Thomson Reuters has formed a cloud alliance with Oracle that will see it lean on the database giant’s global network of cloud datacentres to serve up locally hosted versions of its financial applications to enterprises around the world.
The partnership has already resulted in the multinational media conglomerate migrating one of its Onesource portfolio of tax-related applications to the Oracle Cloud Infrastructure (OCI), which is an offering geared towards helping enterprises keep track of their indirect tax liabilities.
Known as Onesource Indirect Tax Determination, Thomson Reuters said it used the Oracle Cloud Lift Services programme to support the software’s migration to OCI and speed up its development into a cloud-native application.
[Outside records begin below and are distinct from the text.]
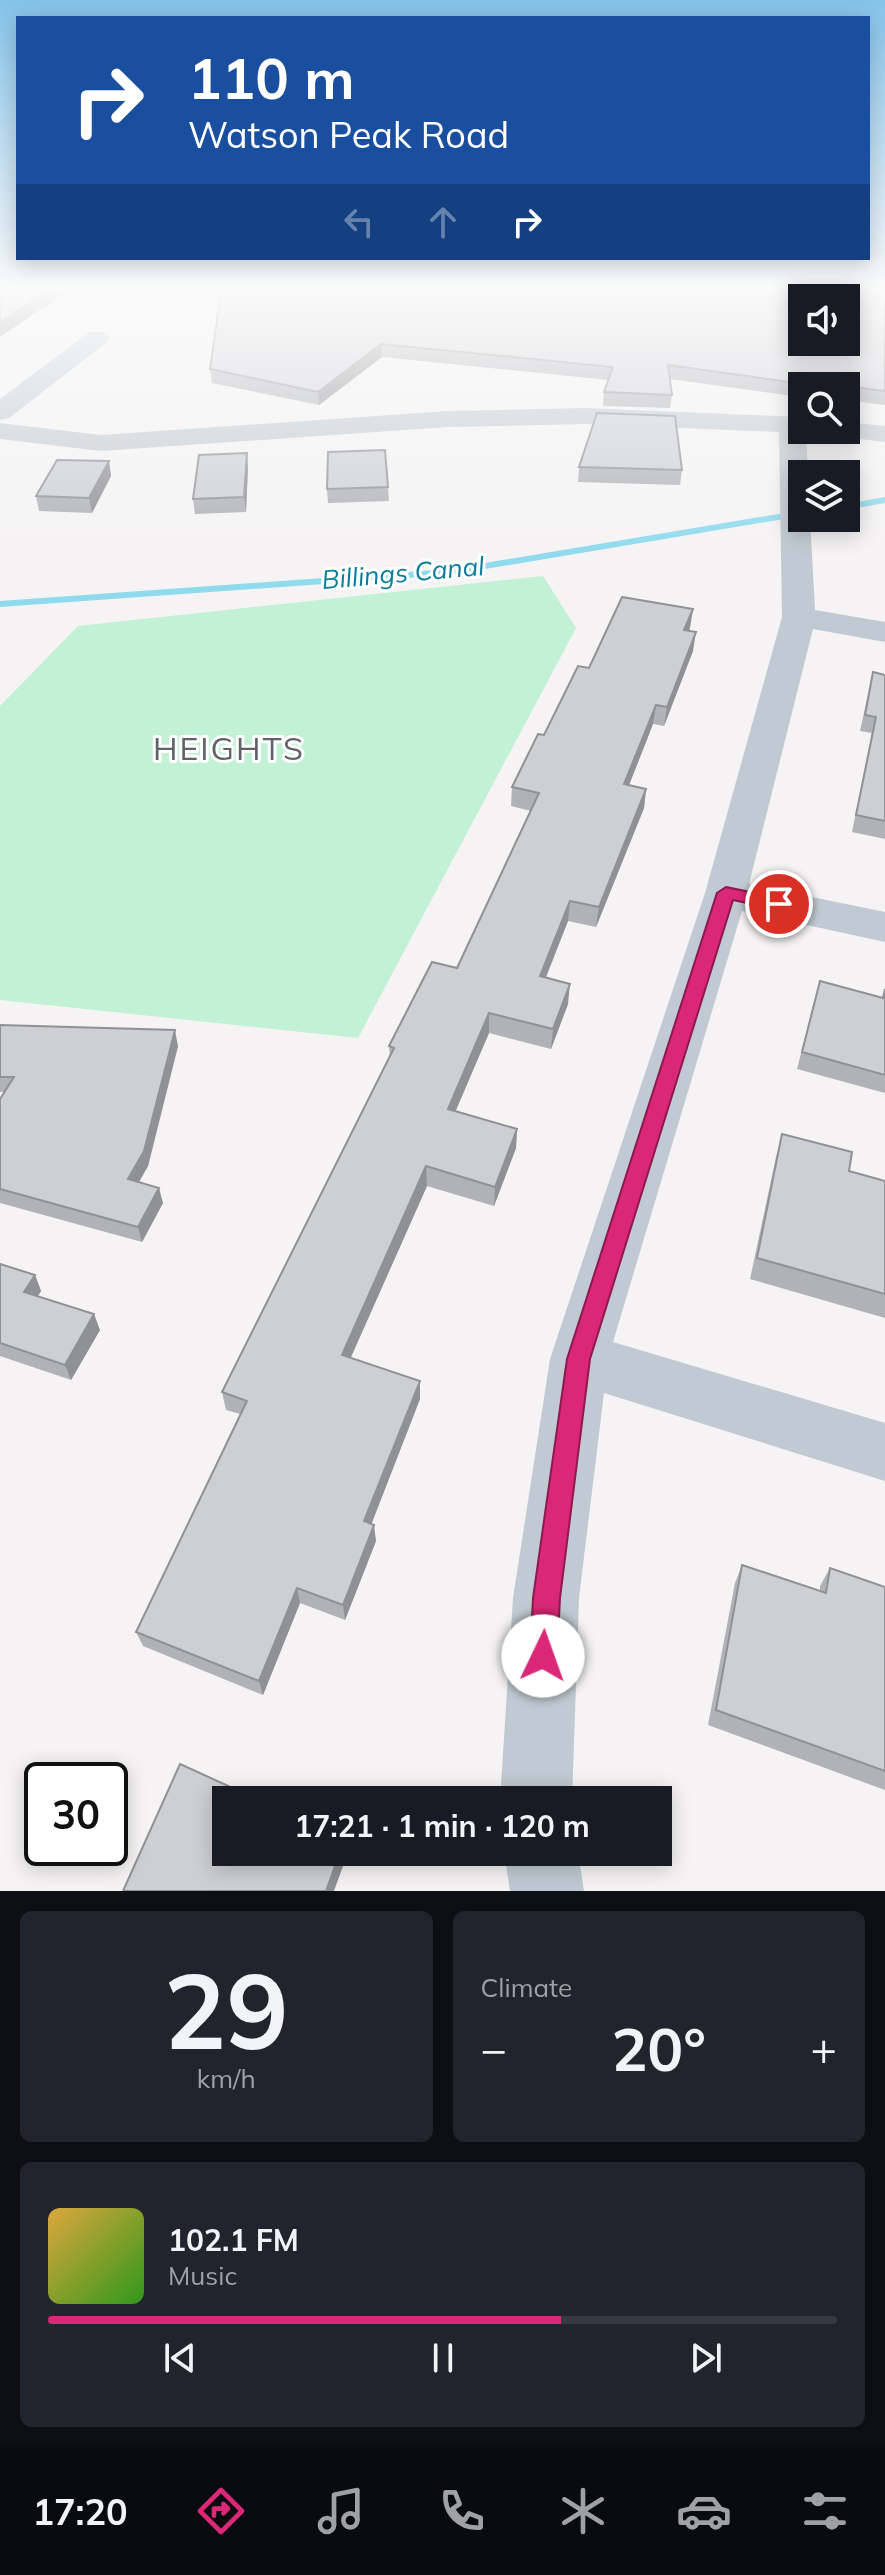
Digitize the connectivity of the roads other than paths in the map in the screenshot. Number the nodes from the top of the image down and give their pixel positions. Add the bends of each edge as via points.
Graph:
1 (43, 379) edge
2 (0, 412) edge
3 (788, 425) edge
4 (0, 431) edge
5 (860, 431) edge
6 (885, 434) edge
7 (797, 444) edge
8 (799, 617) junction
9 (885, 632) edge
10 (726, 893) junction
11 (885, 927) edge
12 (579, 1359) junction
13 (885, 1452) edge
14 (537, 1786) edge
15 (543, 1866) edge
16 (547, 1891) edge

1 - 2 street
3 - 4 street via 586,416 448,419 101,443
5 - 6 street
7 - 8 street
8 - 9 street
8 - 10 street
10 - 11 street
10 - 12 street
12 - 13 street
12 - 14 street via 546,1598
15 - 16 street

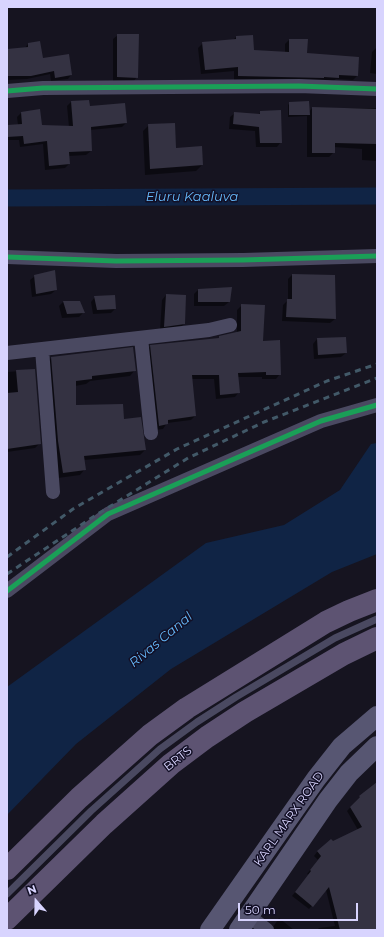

Sunil Pandita, president of corporates at Thomson Reuters, said the Oracle deal is the start of a “robust collaboration” between the two companies, as his firm continues to round out its multicloud strategy.
To date, this work has seen the company work with Amazon Web Services (AWS) to shutter seven of its datacentres, and move more than 400 applications to its public cloud platform, and work with IBM to negotiate other parts of its move off-premise.
“Our customers will continue to receive unmatched data accuracy in more than 56,000 global taxing jurisdictions, along with the cloud security imperative to any technology solution,” said Pandita.
“We’re happy to run our next-generation indirect tax application natively on OCI and open up our indirect tax determination engine to Oracle customers worldwide.”
The collaboration between the two companies will also see them embark on co-marketing and selling initiatives to support Thomson Reuter’s global expansion plans for its Onesource portfolio.
“Oracle’s 30 Cloud Regions worldwide offer close proximity for each Thomson Reuters location and help address data sovereignty requirements, helping to ensure customers know exactly where their data is being processed,” said Oracle, in a statement.
Thomson Reuters’ offerings will also be made available to buy through the Oracle Cloud Marketplace.
Mark Hura, executive vice-president for North America Cloud and Technology at Oracle, said that as well as working to increase the total addressable market for its technologies, Thomson Reuters also stands to gain other benefits from the collaboration.
“A leader for many decades, Thomson Reuters is among the many companies adopting Oracle Cloud Infrastructure for its price-performance advantages, security, global footprint and dedicated cloud engineering services,” said Hura.
“We’re excited to work with Thomson Reuters as it joins the Oracle Cloud Marketplace where our enterprise customers can easily access its global indirect tax solutions.”